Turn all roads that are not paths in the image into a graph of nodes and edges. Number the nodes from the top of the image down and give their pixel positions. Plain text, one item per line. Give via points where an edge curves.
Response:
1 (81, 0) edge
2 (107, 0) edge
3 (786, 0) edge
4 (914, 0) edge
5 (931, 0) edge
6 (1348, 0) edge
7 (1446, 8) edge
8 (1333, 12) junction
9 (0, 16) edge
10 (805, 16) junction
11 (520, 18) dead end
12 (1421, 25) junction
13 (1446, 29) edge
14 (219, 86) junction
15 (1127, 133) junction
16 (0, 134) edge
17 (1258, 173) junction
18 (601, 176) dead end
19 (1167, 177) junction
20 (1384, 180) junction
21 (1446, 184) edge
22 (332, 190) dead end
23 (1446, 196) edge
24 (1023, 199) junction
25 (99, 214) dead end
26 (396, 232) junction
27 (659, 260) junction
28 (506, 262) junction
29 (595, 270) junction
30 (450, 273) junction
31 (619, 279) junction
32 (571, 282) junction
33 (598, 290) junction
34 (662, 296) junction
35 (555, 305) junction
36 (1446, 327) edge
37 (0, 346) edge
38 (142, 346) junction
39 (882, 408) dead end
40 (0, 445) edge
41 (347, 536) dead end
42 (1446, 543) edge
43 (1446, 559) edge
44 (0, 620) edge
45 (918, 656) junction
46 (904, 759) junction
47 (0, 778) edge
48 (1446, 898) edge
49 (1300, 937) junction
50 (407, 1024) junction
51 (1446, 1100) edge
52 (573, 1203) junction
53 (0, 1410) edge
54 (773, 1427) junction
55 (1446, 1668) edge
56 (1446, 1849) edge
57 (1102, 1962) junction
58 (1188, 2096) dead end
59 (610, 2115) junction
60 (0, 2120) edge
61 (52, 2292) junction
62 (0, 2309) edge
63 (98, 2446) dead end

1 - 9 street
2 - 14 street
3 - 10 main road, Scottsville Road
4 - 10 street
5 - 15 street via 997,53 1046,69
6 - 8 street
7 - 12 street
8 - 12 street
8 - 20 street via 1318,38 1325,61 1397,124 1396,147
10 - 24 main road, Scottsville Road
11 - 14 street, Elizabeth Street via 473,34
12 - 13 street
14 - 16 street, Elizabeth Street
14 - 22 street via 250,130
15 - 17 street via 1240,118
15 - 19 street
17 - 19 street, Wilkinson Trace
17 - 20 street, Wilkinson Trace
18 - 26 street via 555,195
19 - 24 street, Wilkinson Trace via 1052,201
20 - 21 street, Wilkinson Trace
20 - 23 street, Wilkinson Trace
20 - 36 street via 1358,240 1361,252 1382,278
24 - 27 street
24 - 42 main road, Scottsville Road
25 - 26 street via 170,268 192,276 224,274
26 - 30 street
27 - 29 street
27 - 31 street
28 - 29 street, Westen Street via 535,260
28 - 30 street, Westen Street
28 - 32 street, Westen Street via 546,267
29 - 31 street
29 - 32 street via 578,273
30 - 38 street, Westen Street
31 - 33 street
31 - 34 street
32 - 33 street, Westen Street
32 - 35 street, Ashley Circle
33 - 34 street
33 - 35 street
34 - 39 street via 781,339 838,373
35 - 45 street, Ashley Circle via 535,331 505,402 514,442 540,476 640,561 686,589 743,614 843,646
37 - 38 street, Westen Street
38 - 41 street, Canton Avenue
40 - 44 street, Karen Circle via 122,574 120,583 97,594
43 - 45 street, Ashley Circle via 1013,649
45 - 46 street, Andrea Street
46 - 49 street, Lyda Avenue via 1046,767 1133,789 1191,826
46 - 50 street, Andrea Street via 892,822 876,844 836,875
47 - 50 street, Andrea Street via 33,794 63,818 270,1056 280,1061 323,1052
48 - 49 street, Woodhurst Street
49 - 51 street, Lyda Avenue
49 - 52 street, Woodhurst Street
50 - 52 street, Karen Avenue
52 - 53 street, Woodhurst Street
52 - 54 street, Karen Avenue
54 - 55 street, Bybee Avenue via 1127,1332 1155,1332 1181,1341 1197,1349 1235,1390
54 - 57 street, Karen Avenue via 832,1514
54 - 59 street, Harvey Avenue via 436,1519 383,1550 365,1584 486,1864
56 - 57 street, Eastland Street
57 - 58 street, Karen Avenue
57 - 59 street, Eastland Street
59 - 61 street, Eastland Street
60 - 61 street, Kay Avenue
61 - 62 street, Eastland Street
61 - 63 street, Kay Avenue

--------------------------------

# Requirement
Please count the lines in the data that include the word "Woodhurst" and report the number by itself.

# Result
3